**WORK ITEM**
Report each line of the entries that contains the word "dead", copied in full.

**Collected data**
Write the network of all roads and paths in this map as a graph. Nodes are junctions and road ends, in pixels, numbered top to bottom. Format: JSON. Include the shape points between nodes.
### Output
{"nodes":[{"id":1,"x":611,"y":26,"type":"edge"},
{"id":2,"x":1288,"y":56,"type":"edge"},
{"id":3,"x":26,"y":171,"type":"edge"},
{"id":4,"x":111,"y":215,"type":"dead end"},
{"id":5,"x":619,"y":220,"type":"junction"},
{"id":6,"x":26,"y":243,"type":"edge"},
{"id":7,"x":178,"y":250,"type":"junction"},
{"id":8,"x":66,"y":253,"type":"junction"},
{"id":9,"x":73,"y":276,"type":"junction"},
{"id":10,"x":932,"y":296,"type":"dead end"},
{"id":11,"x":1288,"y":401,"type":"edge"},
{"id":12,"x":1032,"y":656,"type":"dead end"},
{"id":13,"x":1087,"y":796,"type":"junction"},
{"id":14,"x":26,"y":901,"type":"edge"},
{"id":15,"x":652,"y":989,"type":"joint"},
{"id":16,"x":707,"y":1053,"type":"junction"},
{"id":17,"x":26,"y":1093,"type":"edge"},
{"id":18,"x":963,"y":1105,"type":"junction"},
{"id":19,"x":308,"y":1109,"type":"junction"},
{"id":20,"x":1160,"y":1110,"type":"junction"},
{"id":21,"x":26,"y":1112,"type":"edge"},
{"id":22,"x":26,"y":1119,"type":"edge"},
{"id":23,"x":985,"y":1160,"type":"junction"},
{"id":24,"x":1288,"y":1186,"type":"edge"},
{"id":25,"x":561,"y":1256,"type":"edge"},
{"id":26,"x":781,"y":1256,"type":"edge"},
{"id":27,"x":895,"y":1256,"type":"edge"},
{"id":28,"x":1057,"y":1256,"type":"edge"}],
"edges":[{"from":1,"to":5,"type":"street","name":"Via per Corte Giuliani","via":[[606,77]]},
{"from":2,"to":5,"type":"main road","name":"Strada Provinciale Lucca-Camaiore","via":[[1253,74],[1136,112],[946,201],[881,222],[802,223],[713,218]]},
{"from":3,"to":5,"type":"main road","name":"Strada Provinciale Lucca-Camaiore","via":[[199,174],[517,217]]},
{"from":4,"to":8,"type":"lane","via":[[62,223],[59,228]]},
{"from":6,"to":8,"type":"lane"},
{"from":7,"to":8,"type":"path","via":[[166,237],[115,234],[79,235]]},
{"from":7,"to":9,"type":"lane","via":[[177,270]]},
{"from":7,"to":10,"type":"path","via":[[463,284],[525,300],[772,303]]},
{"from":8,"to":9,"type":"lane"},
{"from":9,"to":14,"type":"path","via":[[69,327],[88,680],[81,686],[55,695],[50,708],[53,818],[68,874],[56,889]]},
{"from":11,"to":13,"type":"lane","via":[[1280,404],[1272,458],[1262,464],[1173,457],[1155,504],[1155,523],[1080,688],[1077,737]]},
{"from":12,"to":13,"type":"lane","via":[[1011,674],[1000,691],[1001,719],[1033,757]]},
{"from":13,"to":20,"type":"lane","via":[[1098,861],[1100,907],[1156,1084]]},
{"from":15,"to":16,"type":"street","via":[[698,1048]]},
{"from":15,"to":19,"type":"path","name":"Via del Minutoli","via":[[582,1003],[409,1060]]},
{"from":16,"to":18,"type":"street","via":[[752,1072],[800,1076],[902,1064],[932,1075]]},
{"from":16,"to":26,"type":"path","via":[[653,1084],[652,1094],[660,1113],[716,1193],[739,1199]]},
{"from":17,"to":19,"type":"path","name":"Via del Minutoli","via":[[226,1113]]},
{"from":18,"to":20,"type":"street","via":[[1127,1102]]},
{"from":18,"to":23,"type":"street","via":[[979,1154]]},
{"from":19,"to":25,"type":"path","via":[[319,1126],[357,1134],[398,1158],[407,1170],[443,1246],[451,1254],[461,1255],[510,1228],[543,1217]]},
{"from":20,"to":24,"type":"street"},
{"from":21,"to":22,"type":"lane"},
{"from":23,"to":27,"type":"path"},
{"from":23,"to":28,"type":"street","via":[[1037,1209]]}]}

**YOUR SOLUTION**
{"id":4,"x":111,"y":215,"type":"dead end"},
{"id":10,"x":932,"y":296,"type":"dead end"},
{"id":12,"x":1032,"y":656,"type":"dead end"},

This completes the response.